# [Aim of the task]
Output only the line that contains "Extract the road" and the lines after it, all verbatim, through the last one below.

Stored data entries
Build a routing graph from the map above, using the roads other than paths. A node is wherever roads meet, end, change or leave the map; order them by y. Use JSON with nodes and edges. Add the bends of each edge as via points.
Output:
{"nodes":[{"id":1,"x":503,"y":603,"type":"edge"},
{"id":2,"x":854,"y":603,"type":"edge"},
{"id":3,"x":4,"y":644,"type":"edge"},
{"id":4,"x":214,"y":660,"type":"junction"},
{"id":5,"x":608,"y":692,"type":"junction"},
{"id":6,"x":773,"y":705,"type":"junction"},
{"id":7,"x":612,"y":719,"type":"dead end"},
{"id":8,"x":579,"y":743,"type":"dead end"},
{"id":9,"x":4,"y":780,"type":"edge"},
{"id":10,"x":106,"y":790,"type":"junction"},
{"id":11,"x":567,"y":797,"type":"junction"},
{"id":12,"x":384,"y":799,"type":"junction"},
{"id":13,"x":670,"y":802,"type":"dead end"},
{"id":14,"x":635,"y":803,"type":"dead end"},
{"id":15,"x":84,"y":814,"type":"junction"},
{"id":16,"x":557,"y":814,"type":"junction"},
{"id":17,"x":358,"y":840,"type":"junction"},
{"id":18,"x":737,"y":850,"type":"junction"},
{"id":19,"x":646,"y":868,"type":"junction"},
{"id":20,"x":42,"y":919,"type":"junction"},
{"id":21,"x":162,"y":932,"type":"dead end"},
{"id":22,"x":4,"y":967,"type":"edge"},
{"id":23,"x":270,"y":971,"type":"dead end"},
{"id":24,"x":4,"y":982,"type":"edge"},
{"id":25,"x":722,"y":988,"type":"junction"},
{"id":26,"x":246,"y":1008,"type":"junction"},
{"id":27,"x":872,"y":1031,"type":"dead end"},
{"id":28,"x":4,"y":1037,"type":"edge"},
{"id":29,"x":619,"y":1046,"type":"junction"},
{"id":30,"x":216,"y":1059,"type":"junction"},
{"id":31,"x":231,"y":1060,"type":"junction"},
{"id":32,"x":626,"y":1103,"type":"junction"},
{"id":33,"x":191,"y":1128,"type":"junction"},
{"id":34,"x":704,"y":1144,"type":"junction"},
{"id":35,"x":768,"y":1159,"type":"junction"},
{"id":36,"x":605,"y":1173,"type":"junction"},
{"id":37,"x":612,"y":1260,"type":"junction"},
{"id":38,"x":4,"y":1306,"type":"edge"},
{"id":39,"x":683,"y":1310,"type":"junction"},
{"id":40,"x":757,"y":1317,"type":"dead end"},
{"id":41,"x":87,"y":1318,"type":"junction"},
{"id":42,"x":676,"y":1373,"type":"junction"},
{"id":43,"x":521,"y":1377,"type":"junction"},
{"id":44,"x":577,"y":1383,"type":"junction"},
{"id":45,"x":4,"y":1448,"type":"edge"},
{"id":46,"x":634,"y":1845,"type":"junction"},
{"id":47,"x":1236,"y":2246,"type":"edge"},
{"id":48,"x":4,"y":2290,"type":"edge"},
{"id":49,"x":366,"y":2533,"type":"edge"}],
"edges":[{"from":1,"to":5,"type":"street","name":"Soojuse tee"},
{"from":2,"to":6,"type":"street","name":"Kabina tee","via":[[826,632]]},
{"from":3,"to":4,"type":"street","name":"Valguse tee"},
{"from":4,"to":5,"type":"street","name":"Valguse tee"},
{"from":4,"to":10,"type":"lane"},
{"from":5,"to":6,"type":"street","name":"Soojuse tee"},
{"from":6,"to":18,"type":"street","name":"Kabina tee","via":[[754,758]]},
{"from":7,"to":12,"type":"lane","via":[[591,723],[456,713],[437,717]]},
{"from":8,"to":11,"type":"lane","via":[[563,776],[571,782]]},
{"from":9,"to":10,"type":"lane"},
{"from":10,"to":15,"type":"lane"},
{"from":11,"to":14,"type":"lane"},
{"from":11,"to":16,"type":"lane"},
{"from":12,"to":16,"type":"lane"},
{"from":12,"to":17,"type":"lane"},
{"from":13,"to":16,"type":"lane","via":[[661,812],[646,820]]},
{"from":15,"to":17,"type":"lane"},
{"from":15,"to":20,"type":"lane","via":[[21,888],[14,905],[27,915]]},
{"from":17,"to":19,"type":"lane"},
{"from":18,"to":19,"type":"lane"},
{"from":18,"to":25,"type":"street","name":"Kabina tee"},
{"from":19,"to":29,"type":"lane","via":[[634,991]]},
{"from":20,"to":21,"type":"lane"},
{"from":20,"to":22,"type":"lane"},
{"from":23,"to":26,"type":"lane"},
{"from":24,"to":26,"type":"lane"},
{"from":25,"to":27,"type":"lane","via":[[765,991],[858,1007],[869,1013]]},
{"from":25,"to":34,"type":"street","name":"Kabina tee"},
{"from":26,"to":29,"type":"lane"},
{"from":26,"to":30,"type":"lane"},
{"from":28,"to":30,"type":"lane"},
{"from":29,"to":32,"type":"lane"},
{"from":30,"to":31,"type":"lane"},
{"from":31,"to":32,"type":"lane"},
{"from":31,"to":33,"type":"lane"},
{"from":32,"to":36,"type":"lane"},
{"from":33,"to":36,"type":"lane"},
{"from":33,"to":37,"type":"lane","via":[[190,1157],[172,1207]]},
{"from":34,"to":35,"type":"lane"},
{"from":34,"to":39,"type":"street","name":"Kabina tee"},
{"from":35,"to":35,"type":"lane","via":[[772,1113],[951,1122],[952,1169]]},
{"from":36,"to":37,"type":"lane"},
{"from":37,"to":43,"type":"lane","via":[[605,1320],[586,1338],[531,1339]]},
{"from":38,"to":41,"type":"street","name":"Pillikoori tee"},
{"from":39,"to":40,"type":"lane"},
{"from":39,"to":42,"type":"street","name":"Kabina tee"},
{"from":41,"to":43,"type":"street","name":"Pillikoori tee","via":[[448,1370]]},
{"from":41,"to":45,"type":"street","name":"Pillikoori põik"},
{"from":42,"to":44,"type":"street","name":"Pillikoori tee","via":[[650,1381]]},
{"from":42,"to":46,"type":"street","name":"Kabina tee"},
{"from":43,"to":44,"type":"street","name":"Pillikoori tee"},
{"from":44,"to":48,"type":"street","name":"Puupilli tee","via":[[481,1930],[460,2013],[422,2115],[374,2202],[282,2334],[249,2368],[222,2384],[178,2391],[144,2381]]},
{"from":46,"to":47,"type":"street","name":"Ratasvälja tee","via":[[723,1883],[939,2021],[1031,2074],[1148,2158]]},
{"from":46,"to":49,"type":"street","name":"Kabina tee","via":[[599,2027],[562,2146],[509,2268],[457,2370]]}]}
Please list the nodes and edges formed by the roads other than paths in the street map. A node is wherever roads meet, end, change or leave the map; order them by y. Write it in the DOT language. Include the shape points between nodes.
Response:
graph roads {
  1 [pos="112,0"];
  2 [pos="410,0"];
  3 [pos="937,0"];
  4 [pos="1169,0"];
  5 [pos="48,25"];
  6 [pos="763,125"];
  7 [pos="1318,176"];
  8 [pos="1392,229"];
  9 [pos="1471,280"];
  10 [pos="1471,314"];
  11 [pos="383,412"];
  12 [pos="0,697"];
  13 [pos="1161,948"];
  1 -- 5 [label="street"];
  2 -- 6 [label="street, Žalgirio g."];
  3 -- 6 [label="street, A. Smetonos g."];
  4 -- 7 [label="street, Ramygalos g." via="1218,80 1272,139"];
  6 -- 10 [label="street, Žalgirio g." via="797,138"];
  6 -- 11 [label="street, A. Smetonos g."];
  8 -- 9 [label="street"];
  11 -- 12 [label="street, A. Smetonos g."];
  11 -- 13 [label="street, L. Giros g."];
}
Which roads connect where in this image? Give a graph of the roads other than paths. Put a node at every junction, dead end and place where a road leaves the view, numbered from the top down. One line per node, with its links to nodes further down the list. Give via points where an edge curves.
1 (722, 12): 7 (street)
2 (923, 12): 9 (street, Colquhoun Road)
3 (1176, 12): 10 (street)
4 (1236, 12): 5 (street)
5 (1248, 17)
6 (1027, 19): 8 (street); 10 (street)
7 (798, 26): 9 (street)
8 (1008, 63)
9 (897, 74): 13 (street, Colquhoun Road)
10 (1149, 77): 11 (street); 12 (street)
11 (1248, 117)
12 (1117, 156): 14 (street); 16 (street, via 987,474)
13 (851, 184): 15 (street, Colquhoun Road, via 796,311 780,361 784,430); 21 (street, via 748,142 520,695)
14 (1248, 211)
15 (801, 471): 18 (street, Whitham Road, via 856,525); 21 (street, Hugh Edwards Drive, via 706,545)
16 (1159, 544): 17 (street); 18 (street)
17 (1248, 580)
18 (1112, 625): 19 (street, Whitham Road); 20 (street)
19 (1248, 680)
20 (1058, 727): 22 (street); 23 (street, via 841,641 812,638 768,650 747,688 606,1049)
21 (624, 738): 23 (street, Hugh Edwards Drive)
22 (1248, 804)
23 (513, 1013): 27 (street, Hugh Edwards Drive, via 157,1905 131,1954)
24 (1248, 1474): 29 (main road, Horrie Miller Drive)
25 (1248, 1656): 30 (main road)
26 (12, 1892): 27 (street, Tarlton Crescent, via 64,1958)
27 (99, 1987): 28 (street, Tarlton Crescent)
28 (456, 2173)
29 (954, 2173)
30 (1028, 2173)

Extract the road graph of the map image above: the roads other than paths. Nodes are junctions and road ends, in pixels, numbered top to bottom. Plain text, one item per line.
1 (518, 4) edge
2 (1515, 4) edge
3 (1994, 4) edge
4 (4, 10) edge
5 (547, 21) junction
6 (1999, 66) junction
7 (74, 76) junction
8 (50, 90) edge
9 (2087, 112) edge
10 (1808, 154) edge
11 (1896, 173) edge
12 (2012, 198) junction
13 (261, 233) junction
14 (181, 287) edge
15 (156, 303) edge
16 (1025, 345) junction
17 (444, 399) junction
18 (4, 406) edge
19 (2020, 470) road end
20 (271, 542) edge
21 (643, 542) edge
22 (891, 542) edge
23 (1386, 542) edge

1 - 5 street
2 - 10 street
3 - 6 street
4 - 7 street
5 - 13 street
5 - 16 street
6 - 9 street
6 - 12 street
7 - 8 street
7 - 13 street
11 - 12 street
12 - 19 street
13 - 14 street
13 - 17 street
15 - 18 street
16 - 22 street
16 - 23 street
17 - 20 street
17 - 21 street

# [Result for this task]
Extract the road graph of the map image above: the roads other than paths. Nodes are junctions and road ends, in pixels, numbered top to bottom. Plain text, one item per line.
1 (518, 4) edge
2 (1515, 4) edge
3 (1994, 4) edge
4 (4, 10) edge
5 (547, 21) junction
6 (1999, 66) junction
7 (74, 76) junction
8 (50, 90) edge
9 (2087, 112) edge
10 (1808, 154) edge
11 (1896, 173) edge
12 (2012, 198) junction
13 (261, 233) junction
14 (181, 287) edge
15 (156, 303) edge
16 (1025, 345) junction
17 (444, 399) junction
18 (4, 406) edge
19 (2020, 470) road end
20 (271, 542) edge
21 (643, 542) edge
22 (891, 542) edge
23 (1386, 542) edge

1 - 5 street
2 - 10 street
3 - 6 street
4 - 7 street
5 - 13 street
5 - 16 street
6 - 9 street
6 - 12 street
7 - 8 street
7 - 13 street
11 - 12 street
12 - 19 street
13 - 14 street
13 - 17 street
15 - 18 street
16 - 22 street
16 - 23 street
17 - 20 street
17 - 21 street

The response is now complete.